[Stored items]
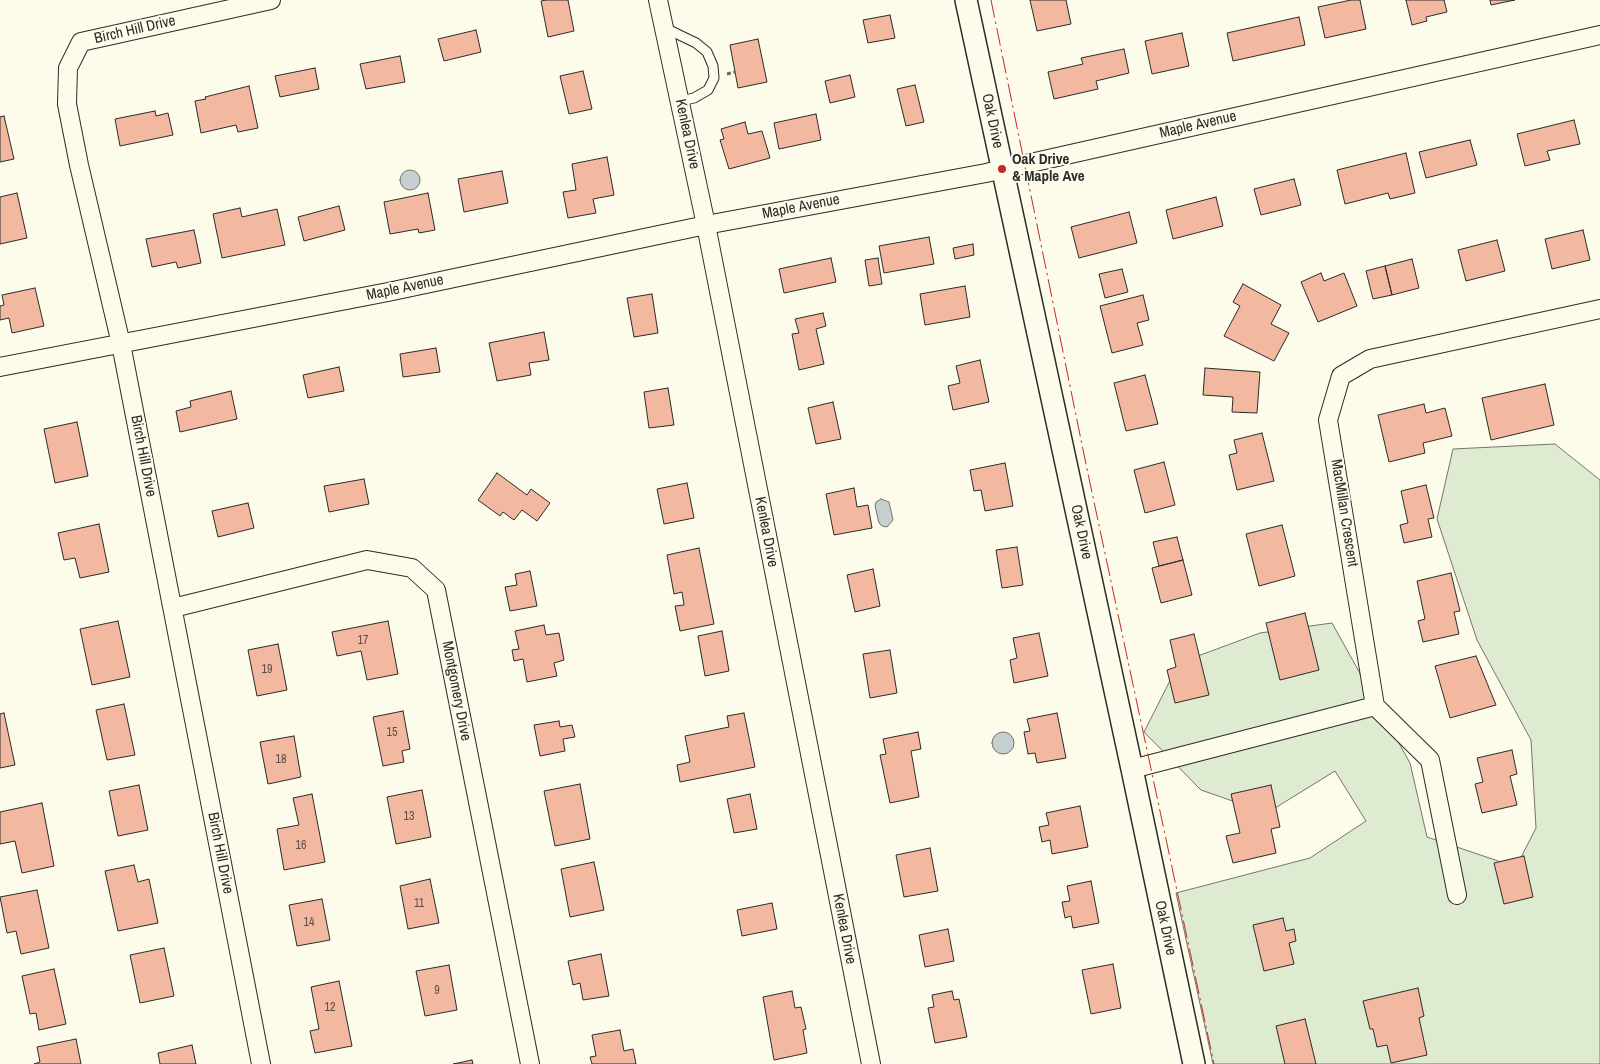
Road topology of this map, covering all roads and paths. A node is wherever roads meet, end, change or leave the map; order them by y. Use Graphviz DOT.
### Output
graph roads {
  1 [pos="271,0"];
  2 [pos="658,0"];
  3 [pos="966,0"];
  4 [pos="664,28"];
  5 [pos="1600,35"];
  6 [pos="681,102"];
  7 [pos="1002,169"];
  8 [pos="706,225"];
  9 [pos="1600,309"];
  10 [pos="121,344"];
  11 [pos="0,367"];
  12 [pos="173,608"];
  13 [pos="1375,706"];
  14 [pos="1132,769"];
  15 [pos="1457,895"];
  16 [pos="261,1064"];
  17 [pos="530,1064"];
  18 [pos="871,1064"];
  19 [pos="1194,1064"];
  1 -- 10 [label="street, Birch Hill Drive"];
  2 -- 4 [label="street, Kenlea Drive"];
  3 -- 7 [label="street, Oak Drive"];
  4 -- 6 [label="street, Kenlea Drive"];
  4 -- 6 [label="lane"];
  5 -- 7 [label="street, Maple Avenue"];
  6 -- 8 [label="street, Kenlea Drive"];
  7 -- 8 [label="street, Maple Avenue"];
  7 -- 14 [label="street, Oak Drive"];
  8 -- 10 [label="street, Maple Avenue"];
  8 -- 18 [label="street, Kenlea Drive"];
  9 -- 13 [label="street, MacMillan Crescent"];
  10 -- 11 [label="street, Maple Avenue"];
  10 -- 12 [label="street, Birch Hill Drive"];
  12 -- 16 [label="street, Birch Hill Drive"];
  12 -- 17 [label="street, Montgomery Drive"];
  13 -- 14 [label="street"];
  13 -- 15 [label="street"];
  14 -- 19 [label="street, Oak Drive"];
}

--

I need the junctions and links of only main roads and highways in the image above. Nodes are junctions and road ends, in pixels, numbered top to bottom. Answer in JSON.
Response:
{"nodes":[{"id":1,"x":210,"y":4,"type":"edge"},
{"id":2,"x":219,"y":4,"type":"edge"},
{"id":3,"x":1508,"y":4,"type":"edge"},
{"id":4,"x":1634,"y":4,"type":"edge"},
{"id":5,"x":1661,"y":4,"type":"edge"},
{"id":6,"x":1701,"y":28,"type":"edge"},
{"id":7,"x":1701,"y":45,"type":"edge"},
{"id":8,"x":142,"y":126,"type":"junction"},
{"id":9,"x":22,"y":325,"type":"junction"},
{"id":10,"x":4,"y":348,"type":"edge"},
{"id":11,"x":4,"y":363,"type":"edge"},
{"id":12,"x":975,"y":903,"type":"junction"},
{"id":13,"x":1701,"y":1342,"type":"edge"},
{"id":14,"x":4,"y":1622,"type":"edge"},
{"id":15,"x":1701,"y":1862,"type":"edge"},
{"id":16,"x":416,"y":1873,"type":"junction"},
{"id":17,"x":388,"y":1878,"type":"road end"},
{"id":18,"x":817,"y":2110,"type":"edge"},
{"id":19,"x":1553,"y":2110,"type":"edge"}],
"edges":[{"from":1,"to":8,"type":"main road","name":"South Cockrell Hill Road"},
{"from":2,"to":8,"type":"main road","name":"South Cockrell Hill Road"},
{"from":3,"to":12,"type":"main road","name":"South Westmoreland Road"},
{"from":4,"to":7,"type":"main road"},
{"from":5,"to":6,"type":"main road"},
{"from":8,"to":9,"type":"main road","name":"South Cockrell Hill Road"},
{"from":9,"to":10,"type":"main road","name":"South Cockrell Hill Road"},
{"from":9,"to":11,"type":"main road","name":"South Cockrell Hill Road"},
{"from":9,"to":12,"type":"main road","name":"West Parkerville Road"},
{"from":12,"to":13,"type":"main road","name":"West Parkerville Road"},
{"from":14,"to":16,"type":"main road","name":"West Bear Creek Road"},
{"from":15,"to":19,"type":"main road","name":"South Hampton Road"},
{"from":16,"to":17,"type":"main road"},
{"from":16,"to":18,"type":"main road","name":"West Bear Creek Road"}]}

==

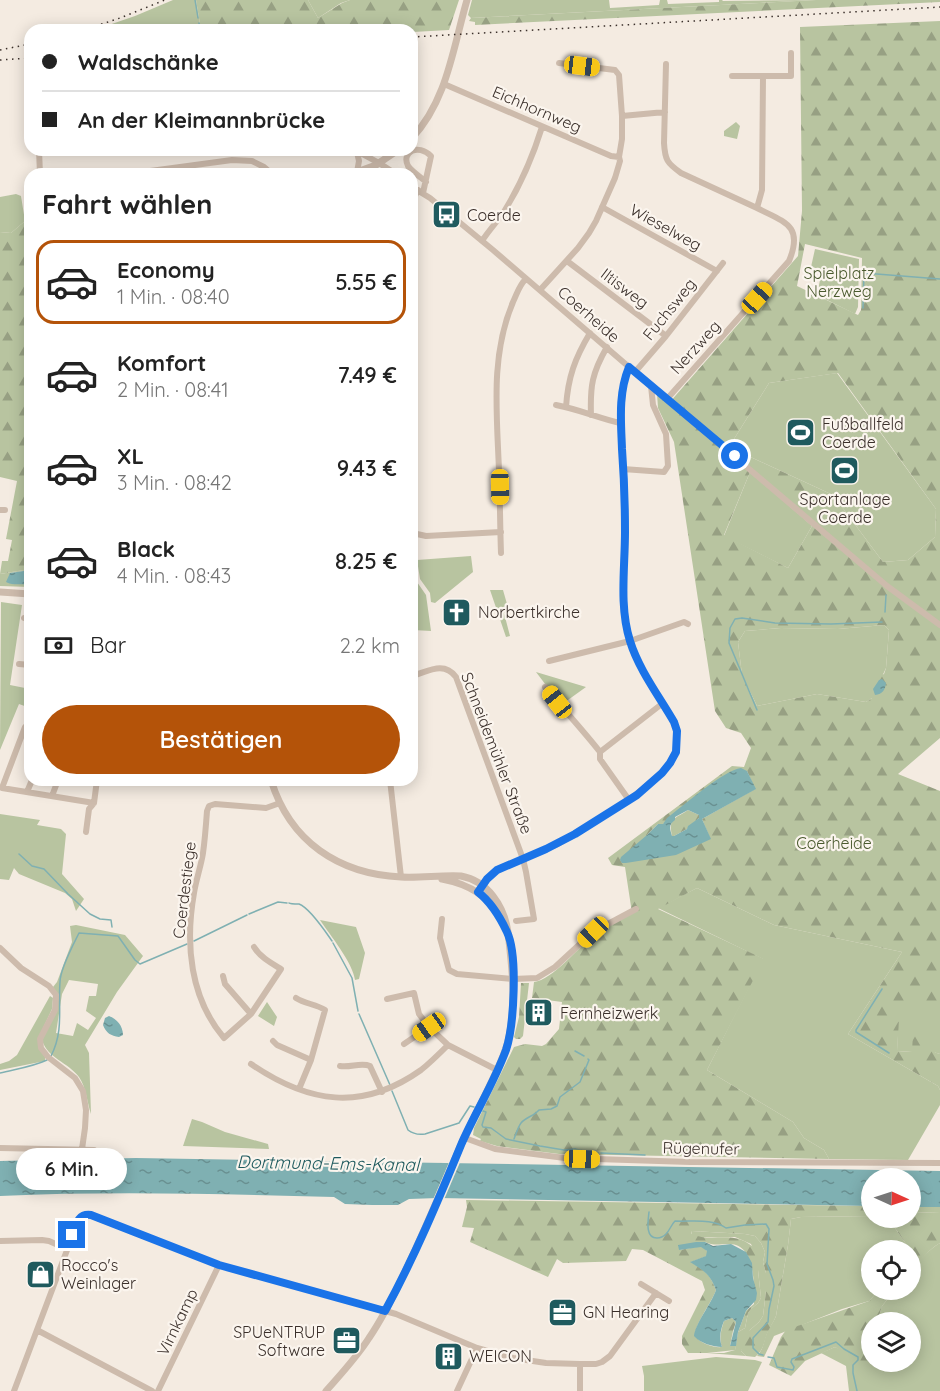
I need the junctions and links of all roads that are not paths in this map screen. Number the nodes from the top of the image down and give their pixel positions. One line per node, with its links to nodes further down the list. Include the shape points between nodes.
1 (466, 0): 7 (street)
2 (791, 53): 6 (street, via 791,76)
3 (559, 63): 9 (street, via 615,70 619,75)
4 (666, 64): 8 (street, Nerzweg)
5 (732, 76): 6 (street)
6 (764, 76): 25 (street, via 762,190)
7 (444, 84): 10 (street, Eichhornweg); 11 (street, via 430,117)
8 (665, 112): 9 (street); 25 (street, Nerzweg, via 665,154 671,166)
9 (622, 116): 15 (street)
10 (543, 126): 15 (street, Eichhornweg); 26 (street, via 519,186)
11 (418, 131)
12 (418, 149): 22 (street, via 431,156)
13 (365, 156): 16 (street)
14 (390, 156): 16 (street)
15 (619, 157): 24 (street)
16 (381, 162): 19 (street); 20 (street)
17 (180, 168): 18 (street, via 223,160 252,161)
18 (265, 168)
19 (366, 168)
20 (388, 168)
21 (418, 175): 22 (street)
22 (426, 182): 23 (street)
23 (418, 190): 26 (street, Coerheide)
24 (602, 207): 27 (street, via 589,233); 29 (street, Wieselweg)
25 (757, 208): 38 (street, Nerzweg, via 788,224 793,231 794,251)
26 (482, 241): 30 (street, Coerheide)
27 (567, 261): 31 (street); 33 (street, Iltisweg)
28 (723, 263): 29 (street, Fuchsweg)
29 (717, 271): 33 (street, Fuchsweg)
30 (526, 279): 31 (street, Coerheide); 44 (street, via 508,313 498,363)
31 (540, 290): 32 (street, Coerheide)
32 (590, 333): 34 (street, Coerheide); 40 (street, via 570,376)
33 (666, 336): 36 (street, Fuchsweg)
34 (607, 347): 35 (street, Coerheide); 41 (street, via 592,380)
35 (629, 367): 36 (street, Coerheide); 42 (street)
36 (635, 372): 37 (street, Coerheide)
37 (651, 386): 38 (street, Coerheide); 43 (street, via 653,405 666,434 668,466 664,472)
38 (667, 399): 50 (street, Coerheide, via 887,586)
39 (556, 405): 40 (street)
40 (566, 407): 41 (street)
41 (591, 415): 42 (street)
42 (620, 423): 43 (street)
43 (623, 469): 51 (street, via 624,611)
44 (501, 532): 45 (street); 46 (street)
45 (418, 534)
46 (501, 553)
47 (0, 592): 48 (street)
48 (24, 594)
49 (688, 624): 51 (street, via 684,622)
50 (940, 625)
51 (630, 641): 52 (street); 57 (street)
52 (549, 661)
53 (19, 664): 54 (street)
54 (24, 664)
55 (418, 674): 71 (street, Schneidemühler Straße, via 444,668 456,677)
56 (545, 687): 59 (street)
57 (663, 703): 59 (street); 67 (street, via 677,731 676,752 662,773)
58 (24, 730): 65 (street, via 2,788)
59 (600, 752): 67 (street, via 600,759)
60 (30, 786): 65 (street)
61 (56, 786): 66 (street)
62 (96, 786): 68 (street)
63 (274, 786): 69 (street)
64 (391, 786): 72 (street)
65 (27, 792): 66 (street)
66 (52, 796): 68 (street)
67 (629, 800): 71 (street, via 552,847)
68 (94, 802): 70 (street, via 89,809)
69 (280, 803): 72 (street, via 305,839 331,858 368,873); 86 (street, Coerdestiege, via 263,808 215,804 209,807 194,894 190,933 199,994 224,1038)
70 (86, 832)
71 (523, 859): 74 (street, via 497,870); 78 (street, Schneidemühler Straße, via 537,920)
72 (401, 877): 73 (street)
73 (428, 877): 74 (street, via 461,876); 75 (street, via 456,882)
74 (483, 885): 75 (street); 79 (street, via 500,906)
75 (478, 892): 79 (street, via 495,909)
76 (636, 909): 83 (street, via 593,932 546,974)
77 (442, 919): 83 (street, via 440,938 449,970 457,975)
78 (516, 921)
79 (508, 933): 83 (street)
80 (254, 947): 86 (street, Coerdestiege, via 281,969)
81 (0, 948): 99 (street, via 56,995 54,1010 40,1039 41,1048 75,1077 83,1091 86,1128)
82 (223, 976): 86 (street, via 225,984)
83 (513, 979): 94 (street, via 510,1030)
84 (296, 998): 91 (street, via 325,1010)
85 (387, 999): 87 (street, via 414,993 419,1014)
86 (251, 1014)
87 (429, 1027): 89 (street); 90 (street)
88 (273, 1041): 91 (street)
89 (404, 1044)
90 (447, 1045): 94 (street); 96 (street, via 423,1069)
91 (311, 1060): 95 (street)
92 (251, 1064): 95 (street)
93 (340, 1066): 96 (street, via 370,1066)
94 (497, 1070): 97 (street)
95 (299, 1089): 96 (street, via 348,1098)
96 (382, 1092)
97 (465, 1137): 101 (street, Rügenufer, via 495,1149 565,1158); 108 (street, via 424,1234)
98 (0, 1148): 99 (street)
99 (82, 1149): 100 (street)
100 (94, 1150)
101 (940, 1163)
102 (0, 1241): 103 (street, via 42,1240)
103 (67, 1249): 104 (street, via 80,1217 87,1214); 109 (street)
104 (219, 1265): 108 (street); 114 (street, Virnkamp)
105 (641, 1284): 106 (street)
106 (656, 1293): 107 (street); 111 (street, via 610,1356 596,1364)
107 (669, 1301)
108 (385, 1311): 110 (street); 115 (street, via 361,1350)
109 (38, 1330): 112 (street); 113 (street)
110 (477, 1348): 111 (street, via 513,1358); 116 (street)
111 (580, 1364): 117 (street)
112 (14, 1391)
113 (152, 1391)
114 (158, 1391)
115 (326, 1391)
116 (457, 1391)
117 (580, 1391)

[Problem description]
Please return each line of the data above in which the word "Fuchsweg" occurs.

[Exercise answer]
28 (723, 263): 29 (street, Fuchsweg)
29 (717, 271): 33 (street, Fuchsweg)
33 (666, 336): 36 (street, Fuchsweg)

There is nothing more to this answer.